→ **TASK INSTRUCTIONS**: What lines of the data below include the word "main"? Report them by copying each.

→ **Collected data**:
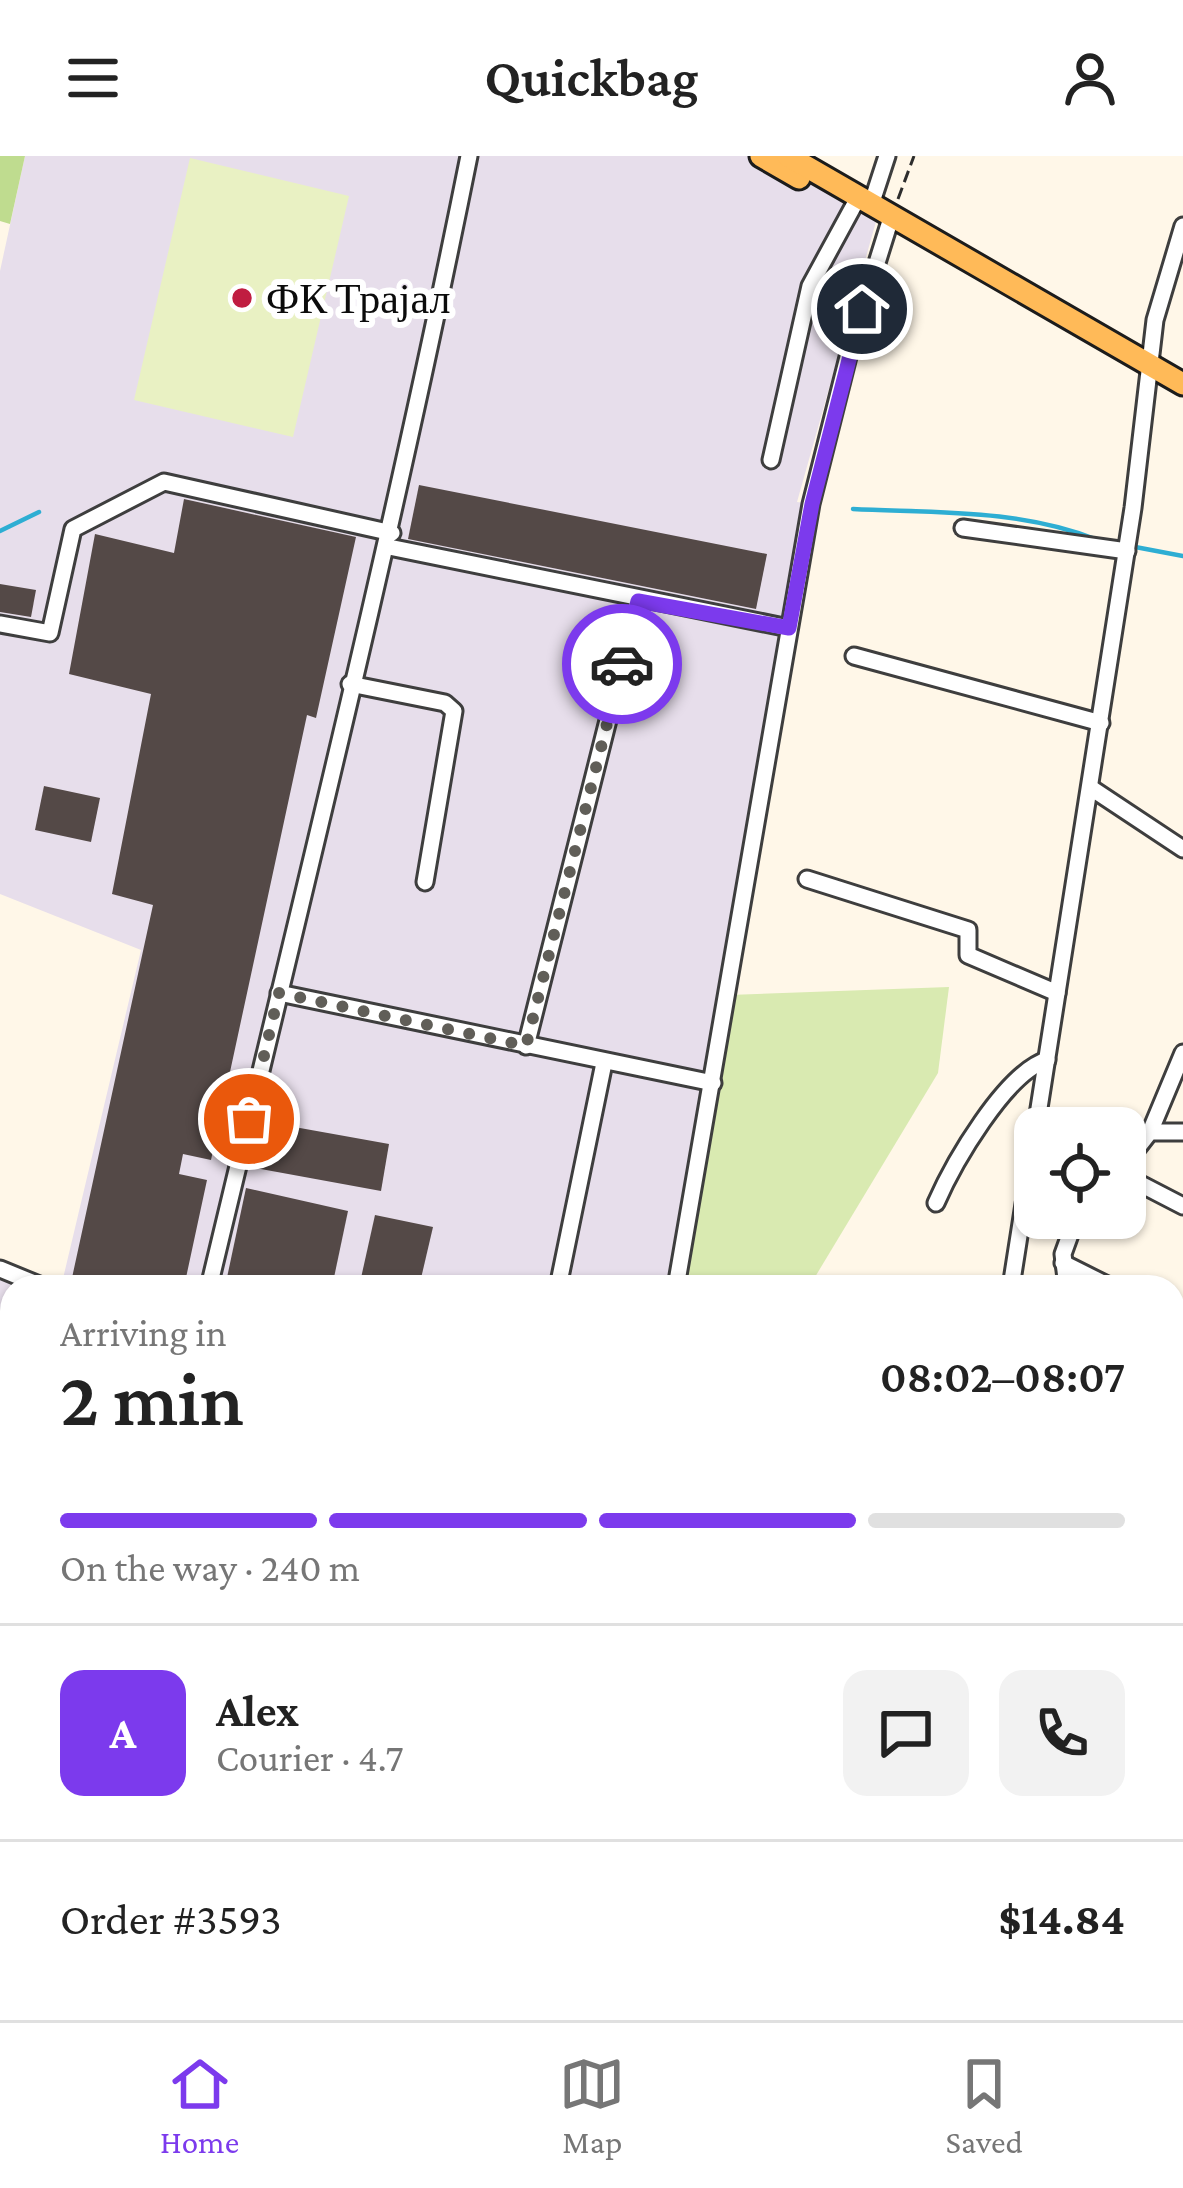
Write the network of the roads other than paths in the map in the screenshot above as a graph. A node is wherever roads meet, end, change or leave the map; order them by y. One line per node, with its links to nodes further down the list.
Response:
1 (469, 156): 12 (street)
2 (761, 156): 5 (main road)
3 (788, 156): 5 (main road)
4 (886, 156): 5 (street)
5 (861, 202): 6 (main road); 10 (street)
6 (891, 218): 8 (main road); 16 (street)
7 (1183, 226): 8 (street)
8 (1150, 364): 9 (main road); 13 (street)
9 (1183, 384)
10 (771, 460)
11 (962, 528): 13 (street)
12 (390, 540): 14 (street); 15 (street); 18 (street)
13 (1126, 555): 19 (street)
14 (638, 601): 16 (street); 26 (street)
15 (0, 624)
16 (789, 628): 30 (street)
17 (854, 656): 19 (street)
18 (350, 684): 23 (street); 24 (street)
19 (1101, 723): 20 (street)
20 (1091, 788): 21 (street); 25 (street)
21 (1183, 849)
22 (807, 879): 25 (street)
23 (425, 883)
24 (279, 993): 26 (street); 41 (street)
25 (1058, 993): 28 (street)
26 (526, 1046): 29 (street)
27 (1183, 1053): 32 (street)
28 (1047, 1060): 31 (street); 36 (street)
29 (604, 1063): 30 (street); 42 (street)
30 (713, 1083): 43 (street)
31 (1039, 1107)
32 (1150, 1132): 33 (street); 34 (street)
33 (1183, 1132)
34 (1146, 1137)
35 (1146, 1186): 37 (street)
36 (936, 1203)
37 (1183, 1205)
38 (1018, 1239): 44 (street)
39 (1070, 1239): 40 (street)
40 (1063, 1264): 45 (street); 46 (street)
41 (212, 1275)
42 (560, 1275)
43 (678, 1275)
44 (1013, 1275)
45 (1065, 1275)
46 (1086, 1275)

→ **TASK OUTPUT**:
2 (761, 156): 5 (main road)
3 (788, 156): 5 (main road)
5 (861, 202): 6 (main road); 10 (street)
6 (891, 218): 8 (main road); 16 (street)
8 (1150, 364): 9 (main road); 13 (street)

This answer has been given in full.